Some Notes on Fringe’s Scientists… ‘Mad’ and ‘Bad’ Alike.
08/01/2013 7 Comments
If I’ve been quiet lately it’s because I’ve been writing a book chapter on the topic of “The Scientist as Villain, the Scientist as Hero” for a forthcoming volume on the Fox series Fringe (probably my favorite TV series of the post-Lost/BSG era; because, as I told a friend of mine once, “yes, that’s an era now”). My draft is currently with the editors and, subject to their acceptance, there’ll be the regular process of review and revisions to go through before publication of the book sometime next year.
In the meantime I’ve been picking through the material which I cut out of my draft (mostly on account of space; there was a strict 7,000 word guideline for chapters, which I might not have entirely succeeded in keeping to, but I’m sure the piece will slim down through the revisions). I thought it might be interesting to share some of the off-cuts here as a kind of parallel argument to what, hopefully, you’ll eventually read in the published volume. Please note: spoilers abound here for much of Fringe, from the early seasons right up to the currently airing final episodes…
The appearance of the Observer in Walternate’s lab, distracting him at a key moment in “Peter” (2.16) and so inadvertently setting in motion the conflict between the two universes, is not merely a development necessitated by plot, but, in actuality, Thomas Kuhn’s “apparently arbitrary element,” the “personal and historical accident [which] is always a formative ingredient of the beliefs espoused by a given scientific community at a given time”.

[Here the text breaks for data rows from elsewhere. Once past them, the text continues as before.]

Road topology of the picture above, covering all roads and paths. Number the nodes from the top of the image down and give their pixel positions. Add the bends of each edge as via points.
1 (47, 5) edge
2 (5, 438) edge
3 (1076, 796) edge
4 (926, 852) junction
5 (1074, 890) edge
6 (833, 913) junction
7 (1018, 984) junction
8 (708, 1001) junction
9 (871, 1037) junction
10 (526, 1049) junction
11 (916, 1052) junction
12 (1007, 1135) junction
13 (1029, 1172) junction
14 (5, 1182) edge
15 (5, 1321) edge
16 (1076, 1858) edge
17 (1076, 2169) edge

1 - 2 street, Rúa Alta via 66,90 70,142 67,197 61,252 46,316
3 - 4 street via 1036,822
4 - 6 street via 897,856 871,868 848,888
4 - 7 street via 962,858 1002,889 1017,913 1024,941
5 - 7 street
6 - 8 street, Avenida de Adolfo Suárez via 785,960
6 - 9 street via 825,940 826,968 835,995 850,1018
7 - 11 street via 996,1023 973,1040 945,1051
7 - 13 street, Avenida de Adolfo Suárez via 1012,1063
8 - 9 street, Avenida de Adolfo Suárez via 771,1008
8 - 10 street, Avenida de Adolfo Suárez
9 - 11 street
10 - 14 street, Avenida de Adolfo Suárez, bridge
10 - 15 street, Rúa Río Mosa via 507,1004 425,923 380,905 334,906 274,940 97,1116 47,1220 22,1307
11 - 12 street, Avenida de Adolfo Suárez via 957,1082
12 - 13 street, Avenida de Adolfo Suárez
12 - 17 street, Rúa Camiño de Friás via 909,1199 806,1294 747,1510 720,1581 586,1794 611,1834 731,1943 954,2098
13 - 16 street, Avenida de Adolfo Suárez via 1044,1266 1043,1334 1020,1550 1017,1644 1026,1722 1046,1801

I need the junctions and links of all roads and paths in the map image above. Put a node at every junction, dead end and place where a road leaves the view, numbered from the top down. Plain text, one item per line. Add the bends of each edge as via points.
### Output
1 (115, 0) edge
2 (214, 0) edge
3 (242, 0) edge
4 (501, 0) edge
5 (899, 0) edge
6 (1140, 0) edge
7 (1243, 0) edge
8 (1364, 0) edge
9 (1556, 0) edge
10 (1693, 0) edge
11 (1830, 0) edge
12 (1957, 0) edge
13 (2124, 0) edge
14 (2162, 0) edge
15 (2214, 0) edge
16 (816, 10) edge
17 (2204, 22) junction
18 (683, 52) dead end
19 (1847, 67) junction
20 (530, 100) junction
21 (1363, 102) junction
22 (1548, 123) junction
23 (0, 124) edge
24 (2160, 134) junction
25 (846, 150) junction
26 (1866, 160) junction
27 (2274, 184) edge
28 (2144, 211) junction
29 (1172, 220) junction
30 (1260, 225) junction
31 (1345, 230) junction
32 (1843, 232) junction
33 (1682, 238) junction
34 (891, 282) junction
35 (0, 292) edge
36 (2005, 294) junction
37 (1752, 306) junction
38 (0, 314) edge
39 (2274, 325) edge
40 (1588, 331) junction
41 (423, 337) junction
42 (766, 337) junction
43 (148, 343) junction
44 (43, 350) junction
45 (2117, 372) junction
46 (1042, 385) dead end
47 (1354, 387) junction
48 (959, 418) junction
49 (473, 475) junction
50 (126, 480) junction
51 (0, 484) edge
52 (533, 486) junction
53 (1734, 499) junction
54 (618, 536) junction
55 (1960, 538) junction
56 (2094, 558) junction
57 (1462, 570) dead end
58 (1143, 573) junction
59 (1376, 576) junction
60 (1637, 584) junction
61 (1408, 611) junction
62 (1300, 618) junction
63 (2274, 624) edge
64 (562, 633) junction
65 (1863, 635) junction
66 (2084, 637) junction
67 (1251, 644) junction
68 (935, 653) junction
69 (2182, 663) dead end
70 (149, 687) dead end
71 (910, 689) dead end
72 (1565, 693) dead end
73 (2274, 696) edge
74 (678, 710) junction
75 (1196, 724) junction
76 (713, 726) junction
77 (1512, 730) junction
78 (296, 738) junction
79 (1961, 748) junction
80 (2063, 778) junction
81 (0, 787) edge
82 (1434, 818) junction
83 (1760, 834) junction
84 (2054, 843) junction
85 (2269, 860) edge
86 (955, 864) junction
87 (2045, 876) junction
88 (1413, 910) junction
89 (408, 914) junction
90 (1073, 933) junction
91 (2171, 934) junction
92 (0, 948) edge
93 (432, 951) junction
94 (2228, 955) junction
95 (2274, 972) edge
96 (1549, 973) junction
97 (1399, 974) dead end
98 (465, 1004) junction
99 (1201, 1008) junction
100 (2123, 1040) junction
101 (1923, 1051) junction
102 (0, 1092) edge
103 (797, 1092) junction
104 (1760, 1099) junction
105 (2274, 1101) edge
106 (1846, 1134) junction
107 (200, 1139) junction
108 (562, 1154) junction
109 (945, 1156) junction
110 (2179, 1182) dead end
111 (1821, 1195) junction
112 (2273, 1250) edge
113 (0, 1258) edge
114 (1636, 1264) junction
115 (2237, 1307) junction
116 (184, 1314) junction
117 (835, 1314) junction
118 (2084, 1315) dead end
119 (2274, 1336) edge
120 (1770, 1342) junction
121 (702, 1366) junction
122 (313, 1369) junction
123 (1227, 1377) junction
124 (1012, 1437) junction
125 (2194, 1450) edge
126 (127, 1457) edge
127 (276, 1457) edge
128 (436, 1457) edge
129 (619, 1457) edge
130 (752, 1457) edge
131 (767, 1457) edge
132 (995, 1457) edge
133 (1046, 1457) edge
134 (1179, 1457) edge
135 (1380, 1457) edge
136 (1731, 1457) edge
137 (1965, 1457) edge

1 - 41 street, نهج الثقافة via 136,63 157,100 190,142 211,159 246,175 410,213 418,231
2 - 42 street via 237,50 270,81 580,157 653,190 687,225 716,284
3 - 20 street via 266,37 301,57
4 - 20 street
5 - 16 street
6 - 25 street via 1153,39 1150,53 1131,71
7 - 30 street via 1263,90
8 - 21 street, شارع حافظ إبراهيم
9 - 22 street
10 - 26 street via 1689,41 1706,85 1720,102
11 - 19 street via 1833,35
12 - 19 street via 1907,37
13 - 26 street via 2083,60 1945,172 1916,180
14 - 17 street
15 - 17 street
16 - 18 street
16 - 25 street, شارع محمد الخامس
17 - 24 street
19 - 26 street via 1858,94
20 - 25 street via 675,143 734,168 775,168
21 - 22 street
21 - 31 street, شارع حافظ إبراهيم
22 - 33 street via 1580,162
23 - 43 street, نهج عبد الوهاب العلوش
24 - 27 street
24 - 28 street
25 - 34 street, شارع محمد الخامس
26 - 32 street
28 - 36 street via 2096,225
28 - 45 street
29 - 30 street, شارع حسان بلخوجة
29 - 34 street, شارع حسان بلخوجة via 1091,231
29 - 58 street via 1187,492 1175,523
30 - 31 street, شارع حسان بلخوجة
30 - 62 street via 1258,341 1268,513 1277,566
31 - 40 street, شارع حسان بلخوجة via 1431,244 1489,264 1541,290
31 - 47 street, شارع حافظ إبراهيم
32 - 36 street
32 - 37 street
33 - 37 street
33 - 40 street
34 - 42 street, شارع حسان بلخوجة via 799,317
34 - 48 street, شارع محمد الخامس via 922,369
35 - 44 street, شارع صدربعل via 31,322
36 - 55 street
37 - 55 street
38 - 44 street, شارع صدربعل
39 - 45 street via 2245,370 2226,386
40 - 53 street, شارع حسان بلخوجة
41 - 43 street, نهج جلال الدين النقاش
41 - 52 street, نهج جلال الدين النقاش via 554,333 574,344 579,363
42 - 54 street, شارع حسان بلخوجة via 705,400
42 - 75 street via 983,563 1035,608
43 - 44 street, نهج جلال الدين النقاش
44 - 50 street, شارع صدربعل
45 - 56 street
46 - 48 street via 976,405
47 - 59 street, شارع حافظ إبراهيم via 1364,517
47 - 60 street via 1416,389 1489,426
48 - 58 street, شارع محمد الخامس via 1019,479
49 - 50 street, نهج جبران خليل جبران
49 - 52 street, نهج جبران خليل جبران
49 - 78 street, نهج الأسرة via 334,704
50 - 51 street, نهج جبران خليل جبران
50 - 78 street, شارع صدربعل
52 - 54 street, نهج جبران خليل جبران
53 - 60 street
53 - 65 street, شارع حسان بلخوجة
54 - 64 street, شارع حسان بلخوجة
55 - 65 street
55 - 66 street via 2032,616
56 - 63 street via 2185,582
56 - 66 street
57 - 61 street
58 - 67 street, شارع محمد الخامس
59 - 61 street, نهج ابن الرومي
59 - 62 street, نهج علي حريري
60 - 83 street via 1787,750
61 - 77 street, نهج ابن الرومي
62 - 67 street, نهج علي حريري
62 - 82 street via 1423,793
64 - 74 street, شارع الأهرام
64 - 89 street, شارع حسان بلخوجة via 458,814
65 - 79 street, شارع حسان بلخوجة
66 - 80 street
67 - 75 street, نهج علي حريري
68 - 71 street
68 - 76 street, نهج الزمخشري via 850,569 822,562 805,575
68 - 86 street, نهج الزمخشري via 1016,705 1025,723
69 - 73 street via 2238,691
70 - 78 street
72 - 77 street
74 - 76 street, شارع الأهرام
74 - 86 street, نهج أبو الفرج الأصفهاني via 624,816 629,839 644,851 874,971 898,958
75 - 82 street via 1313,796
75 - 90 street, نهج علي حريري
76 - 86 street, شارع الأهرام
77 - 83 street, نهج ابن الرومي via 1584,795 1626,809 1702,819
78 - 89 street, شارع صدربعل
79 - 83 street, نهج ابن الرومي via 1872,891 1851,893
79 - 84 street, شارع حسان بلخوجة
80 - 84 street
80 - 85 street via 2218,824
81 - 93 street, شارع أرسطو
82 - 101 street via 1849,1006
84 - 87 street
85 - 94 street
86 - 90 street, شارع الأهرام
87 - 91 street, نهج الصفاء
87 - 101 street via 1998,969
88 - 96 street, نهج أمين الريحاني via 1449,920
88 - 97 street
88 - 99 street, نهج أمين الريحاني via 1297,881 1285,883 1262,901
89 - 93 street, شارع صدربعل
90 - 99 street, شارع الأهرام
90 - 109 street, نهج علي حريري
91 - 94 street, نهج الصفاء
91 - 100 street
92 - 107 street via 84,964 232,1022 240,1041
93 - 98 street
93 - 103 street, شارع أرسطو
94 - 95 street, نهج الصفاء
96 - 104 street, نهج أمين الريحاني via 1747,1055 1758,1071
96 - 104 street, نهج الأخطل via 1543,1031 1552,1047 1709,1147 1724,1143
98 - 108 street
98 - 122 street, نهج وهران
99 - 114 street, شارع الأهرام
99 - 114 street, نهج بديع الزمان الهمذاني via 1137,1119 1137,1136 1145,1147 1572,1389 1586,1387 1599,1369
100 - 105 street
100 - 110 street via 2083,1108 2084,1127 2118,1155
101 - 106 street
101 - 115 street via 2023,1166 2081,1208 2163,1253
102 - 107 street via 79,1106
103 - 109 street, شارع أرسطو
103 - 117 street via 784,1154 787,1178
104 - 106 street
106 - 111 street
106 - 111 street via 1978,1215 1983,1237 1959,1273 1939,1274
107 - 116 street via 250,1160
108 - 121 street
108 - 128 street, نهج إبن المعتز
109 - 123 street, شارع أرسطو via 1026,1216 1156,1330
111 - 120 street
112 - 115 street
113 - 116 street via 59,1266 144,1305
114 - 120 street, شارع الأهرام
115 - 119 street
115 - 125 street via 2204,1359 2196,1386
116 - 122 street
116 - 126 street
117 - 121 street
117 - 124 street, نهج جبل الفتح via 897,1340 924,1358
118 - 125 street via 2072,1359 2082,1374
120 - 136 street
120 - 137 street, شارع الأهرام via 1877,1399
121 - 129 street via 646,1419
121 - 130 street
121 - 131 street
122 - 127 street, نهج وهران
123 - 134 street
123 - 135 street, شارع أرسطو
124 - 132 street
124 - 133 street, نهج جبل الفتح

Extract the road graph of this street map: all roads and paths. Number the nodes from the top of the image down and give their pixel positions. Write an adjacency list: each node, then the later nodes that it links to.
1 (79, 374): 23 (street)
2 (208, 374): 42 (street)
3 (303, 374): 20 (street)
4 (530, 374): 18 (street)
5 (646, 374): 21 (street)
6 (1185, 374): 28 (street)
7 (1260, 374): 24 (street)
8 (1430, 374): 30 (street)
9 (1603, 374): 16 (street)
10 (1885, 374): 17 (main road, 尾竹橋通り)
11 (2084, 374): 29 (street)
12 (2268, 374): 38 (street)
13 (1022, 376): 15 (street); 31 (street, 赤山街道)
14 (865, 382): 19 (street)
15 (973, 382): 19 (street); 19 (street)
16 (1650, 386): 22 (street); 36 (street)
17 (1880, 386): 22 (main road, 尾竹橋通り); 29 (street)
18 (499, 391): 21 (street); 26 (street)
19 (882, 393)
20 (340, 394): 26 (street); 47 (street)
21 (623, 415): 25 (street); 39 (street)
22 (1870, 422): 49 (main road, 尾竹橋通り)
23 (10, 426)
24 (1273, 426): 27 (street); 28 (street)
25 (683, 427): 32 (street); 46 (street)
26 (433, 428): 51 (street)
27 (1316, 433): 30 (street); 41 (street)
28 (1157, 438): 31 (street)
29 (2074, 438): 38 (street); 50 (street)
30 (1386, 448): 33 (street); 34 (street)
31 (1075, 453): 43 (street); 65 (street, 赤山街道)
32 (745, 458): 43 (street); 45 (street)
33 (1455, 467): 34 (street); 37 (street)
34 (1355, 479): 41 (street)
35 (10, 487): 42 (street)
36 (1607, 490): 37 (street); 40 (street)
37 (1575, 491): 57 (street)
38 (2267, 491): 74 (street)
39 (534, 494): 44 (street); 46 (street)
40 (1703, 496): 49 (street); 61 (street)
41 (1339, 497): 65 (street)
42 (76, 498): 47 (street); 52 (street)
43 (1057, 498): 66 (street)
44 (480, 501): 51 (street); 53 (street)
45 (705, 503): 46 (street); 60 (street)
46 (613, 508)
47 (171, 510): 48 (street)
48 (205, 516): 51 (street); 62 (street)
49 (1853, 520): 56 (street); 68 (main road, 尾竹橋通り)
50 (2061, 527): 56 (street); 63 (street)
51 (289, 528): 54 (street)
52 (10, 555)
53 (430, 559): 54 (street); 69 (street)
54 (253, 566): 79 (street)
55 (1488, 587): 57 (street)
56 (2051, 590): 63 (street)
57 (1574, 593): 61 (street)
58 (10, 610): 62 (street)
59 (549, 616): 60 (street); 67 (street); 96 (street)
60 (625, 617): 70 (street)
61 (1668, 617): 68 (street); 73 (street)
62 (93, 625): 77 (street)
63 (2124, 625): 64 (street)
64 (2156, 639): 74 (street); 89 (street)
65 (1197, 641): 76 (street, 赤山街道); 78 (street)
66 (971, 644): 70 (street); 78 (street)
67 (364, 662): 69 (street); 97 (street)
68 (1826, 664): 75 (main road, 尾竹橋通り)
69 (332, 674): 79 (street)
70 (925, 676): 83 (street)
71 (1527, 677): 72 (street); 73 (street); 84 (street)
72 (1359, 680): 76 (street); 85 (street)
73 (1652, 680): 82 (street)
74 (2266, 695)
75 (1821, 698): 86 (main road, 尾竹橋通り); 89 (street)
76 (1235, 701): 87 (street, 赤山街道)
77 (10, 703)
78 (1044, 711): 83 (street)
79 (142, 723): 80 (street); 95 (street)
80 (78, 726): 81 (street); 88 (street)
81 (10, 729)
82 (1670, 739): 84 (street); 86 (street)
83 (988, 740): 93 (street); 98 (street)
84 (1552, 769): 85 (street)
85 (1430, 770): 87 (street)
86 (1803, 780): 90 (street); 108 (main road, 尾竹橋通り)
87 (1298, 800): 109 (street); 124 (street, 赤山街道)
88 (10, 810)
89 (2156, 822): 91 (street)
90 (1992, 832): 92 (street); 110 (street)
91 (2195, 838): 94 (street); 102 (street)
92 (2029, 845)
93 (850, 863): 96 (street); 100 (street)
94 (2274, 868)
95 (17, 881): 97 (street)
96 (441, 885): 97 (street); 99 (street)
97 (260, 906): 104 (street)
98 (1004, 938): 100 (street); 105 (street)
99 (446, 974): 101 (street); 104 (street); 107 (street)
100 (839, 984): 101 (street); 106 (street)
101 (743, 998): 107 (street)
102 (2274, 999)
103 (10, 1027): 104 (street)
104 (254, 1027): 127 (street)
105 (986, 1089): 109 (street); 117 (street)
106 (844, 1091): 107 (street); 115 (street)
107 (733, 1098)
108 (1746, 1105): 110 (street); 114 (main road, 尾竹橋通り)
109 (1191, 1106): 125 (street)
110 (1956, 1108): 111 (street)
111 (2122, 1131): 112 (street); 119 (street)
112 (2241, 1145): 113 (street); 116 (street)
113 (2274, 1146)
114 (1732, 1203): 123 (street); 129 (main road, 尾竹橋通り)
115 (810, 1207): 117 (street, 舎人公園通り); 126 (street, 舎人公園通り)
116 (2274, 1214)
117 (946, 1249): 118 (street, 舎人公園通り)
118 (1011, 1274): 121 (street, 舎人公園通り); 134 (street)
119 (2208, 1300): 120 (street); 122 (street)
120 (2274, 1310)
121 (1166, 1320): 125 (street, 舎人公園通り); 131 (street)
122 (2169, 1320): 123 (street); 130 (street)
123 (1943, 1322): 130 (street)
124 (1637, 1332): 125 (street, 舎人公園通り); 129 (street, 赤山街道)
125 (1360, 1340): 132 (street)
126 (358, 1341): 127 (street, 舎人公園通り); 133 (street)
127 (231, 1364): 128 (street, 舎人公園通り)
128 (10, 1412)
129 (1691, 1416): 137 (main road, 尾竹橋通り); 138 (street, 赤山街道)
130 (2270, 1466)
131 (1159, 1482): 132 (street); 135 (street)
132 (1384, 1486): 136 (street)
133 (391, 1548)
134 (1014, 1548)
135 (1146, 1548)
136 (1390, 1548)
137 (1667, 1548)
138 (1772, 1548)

The manner in which Walter Bishop and William Bell are compared forces viewers to consider the moral consequences of values such as self-mastery, self-cultivation, and self-direction, upon which western, capitalist success is built. Bell personifies such values and has been handsomely rewarded for them, successfully adapting his scientific brilliance to a modern world of patents and commodified knowledge. Meanwhile Walter, deprived control of self and life, is left isolated from civilization and contrasted unfairly with Bell by the general public: one man “rotting away in a padded cell”, the other “rich and famous”, a true contemporary champion (“Over There, Part II”, 2.23). Of course, the reality of the situation is quite the opposite. Walter’s status as a hero-scientist, one who’s madness stems from his rational (to him) decision to have part of his brain – his own evil tendencies – removed, is usurped by Bell, a villain who has tainted the world with the evil from “the Walter that was”. Indeed, Bell’s literal implanting of Walter’s excised neural material into the brains of others (“Grey Matters”, 2.10) is the figurative expression of the way in which he used the pair’s scientific knowledge for unethical purposes.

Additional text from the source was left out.